Value assignment for complete, transitive relation Consider a finite set $A$ and a relation $r$. 
The relation $r$ is complete, i.e., for any $a,b\in A$, we have $arb$ or $bra$ or both.
The relation $r$ is transitive, i.e., for any $a,b,c\in A$, if $arb$ and $brc$, then $arc$.
Show that there exists a function $f:A\rightarrow\mathbb{R}$ such that for any $a,b\in A$, we have $arb$ if and only if $f(a)\geq f(b)$.
I have the intuition that for any $a,b\in A$, if $arb$ but not $bra$, then assign $f(a)>f(b)$. If $arb$ and $bra$, assign $f(a)=f(b)$.
But how to prove that we can assign values for all $a\in A$ without getting a contradiction?
 A: Correct Proof
Define a relation s in A based on the relation r by asb if arb and bra. Then s is an equivalence relation (reflexive, transitive, symmetric) and the set A can be partitioned into equivalence classes $\mathscr A = ${$ A_1, A_2, ... $}. Now define the relation R on these equivalence classes by $A_i R A_j$ if $(a_i \in A_i) r (a_j \in A_j)$. This relation is well defined: if $A_i R A_j$ and $b \in A_i$ then $b r a_i$ and $a_i r a_j$ so $b r a_j$ by the transitivity of r. R is also a total order on the equivalence classes: complete, transitive, antisymmetric (and reflexive). The first two are inherited from r, and antisymmetric by the definition of the equivalence classes.

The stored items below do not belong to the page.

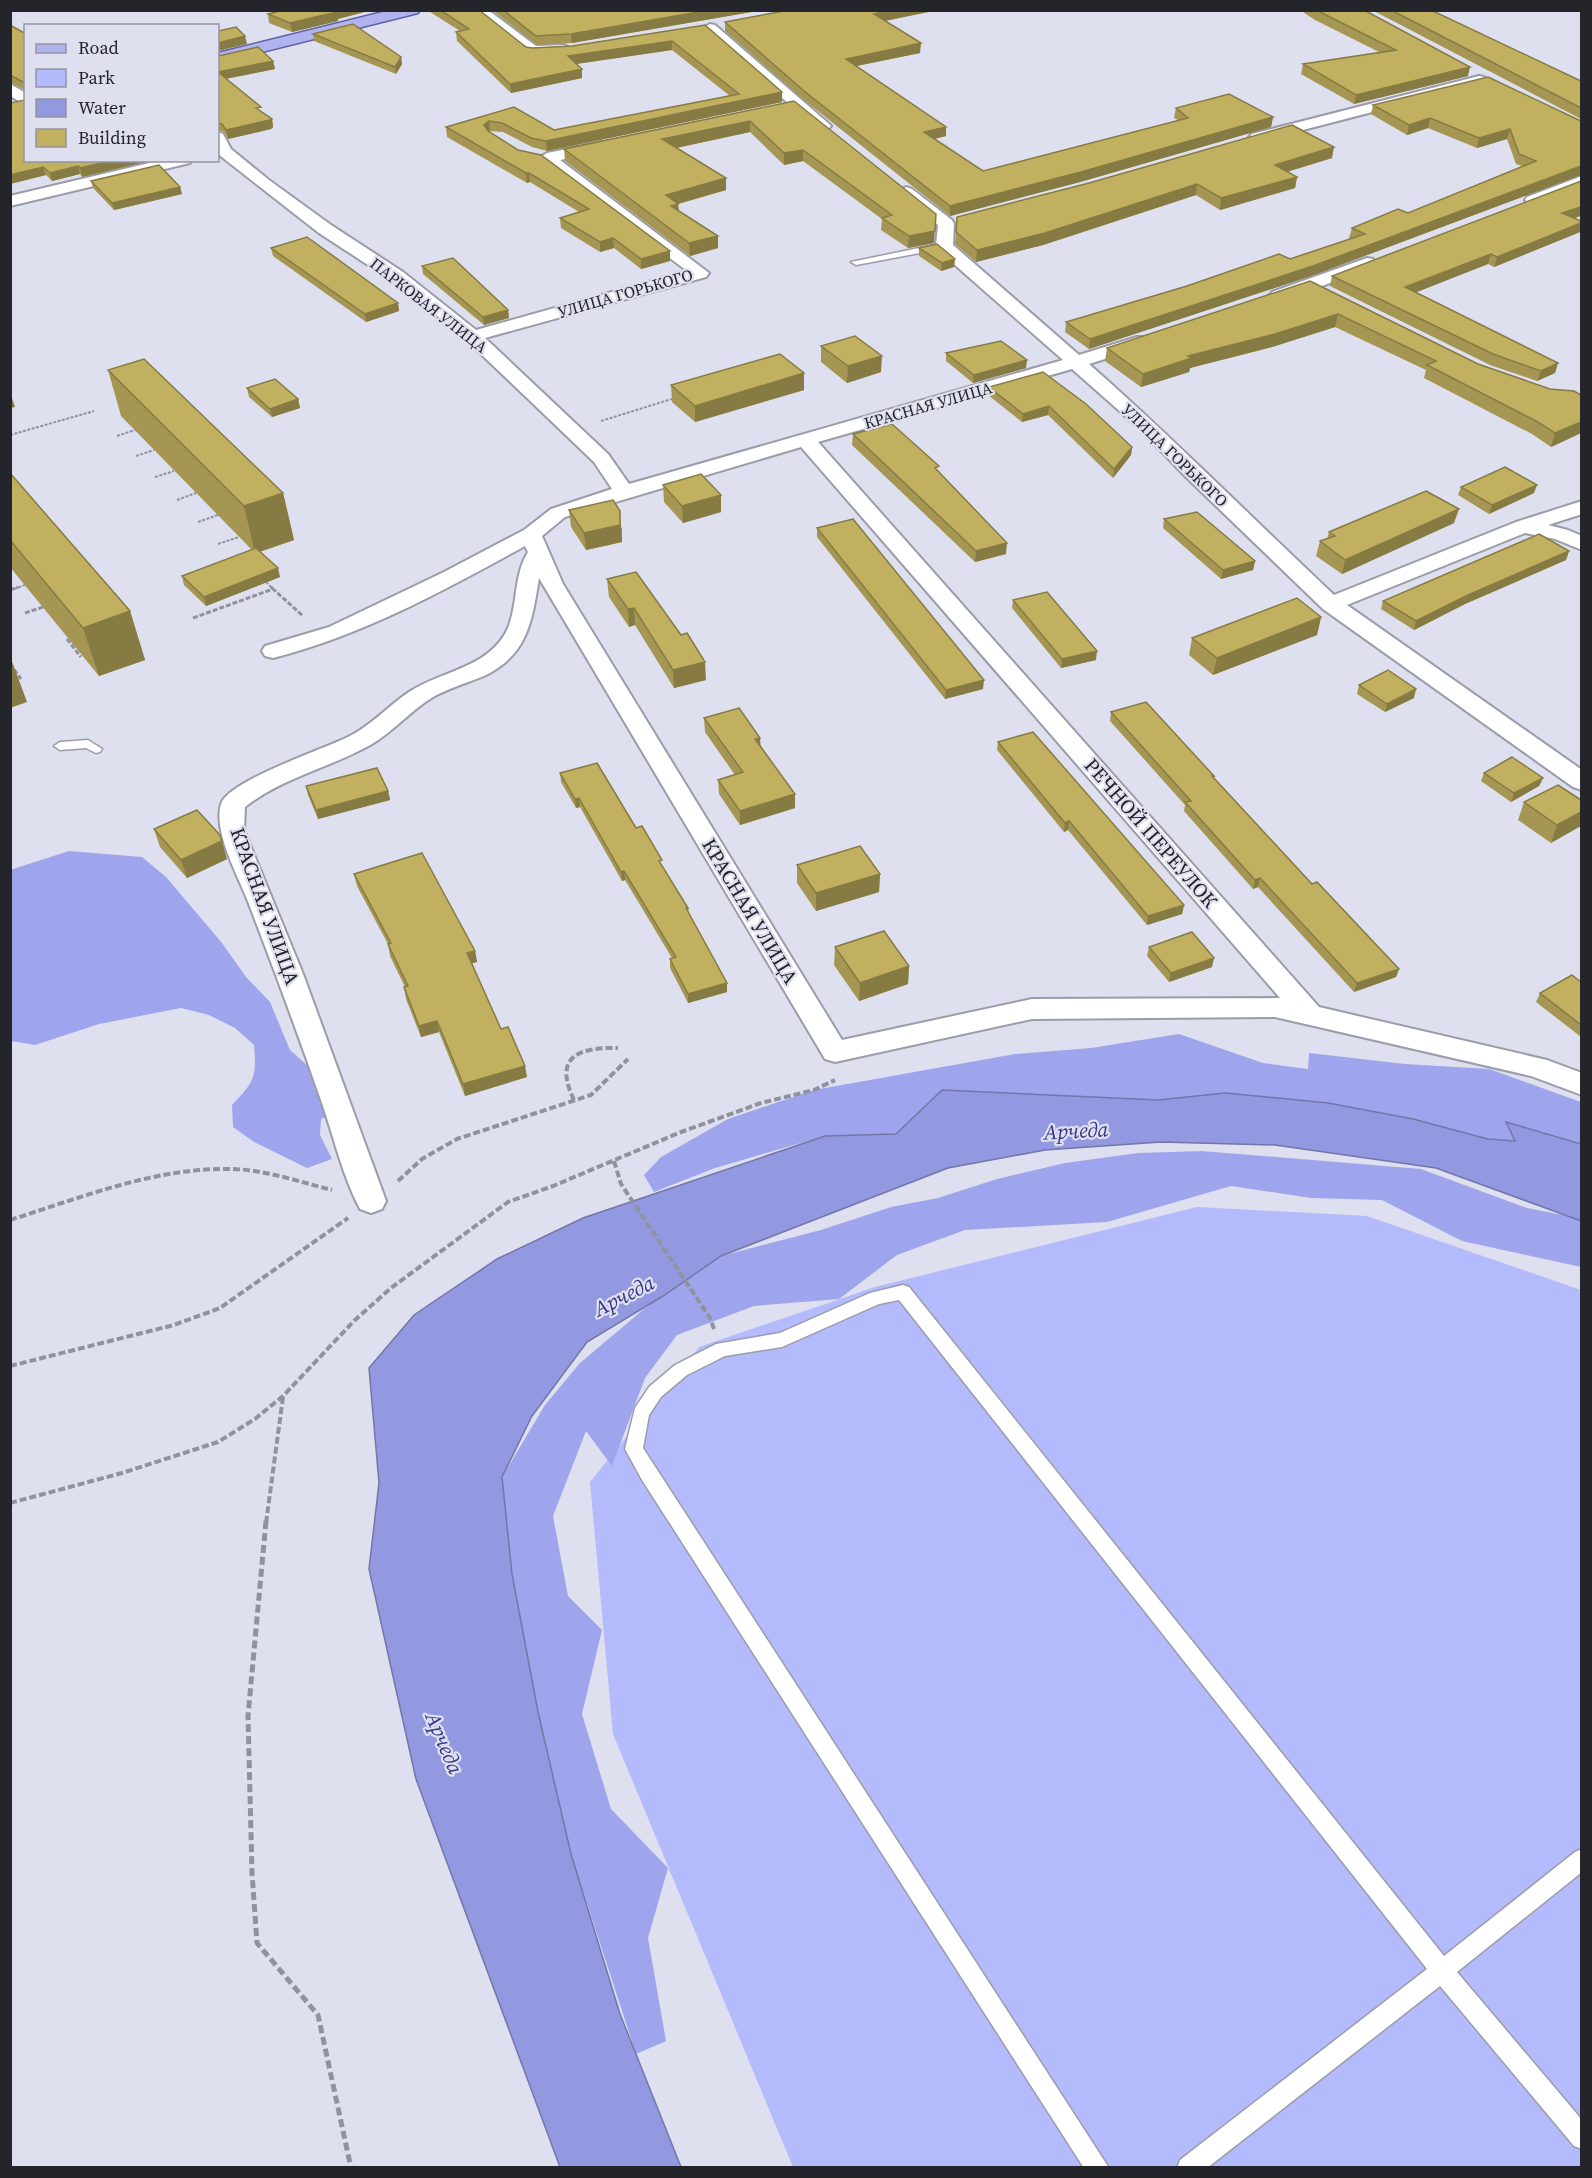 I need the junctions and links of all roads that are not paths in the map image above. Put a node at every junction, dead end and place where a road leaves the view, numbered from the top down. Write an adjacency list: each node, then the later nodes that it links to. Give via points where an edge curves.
1 (412, 10): 5 (main road)
2 (479, 10): 4 (street, via 533,51)
3 (731, 24): 9 (street, via 704,29)
4 (582, 47)
5 (219, 58)
6 (1467, 68): 12 (street, via 1492,81 1436,90)
7 (10, 88): 8 (street)
8 (24, 99)
9 (798, 105): 10 (street); 11 (street)
10 (775, 110)
11 (835, 135)
12 (1243, 141)
13 (615, 144): 16 (street)
14 (220, 147): 29 (street, ПАРКОВАЯ УЛИЦА)
15 (529, 157): 16 (street)
16 (547, 158): 29 (street, УЛИЦА ГОРЬКОГО, via 700,273)
17 (176, 162): 20 (street)
18 (890, 180): 22 (street, via 955,222)
19 (1581, 181): 21 (street)
20 (10, 201)
21 (1519, 206)
22 (944, 246): 24 (lane); 30 (street, УЛИЦА ГОРЬКОГО)
23 (1382, 258): 25 (street)
24 (856, 261)
25 (1309, 285): 26 (street); 27 (street)
26 (1335, 296)
27 (1267, 299)
28 (1161, 334): 30 (street, КРАСНАЯ УЛИЦА)
29 (473, 336): 32 (street, ПАРКОВАЯ УЛИЦА, via 601,458)
30 (1077, 362): 31 (street, КРАСНАЯ УЛИЦА); 37 (street, УЛИЦА ГОРЬКОГО)
31 (806, 441): 32 (street, КРАСНАЯ УЛИЦА); 42 (street, РЕЧНОЙ ПЕРЕУЛОК)
32 (624, 492): 35 (street, КРАСНАЯ УЛИЦА, via 558,513)
33 (1581, 507): 34 (street)
34 (1523, 526): 36 (street, via 1562,534); 37 (street)
35 (535, 543): 38 (street, via 452,577 337,632); 42 (street, КРАСНАЯ УЛИЦА, via 552,584 835,1052 1032,1009 1275,1007); 44 (street, КРАСНАЯ УЛИЦА, via 523,618 502,654 485,668 426,691 356,743 252,788 233,804 232,830 290,974)
36 (1581, 544)
37 (1331, 604): 41 (street, УЛИЦА ГОРЬКОГО)
38 (273, 651)
39 (60, 746): 40 (lane, via 88,744)
40 (96, 749)
41 (1581, 782)
42 (1309, 1014): 43 (street, via 1538,1066)
43 (1581, 1085)
44 (371, 1200)
45 (1581, 1859): 46 (lane)
46 (1442, 1971): 47 (lane); 48 (lane, via 903,1292 876,1298 782,1340 722,1349 681,1370 655,1392 641,1413 634,1449); 49 (lane)
47 (1581, 2138)
48 (1098, 2168)
49 (1188, 2168)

Now, with a finite A, $\mathscr A $ is also finite and can be sequenced (uniquely) as {$A_1, A_2, ...A_m$} where $A_{i+1} R A_i$. Now define the function f by the mapping $f: (a \in A_i)  \rightarrow i$
$(a \in A_i) r (b \in A_j)  \Leftrightarrow A_j R A_i \Leftrightarrow (j = i) $ by the reflexive property of R, or $(i > j)$ by the ordering of $\mathscr  A$, i.e. $arb \Leftrightarrow f(a) \ge f(b)$.
Apologies: this proof I originally gave is not complete.
You can order the set A by the relation r, but not necessarily uniquely and this doesn't matter.
With A being finite with n elements, choose a sequence $(a_1, a_2,  ....a_n)$ where $a_{i+1}ra_i$. You know that you can do this because of completeness and transitivity.
Then let f be the mapping $a_i \rightarrow i$
This original proof shows that if $i > j $ then $a_i r a_j$, but the definition of r allows $a_i r a_j$ and $a_j r a_i$ and in this case $a_j r a_i$ does not give $j \ge i$. The proof fails to consider "equivalent" elements in A, i.e. $a_i r a_j$ and $a_j r a_i$, hence the use of equivalence classes in the correct proof.
A: We can use induction on the size of $A$.
For $|A|=1$, the claim is trivial.
Suppose that any complete transitive relation on $n$ elements can be mapped to $(\Bbb R,\le)$, and let $(A,r)$ have $n+1$ elements.
Now you can proceed in many ways, perhaps the easiest is if we choose a smallest element $a_0$ of $A$, with respect to $r\ $ (such must exist, as $A$ is finite), and then use the induction hypothesis on the $n$ element set $A\setminus\{a_0\}\,$...
Note that we could equally well used $\Bbb Z$ or $\Bbb N$ in this construction instead of $\Bbb R$ as the codomain of $f$.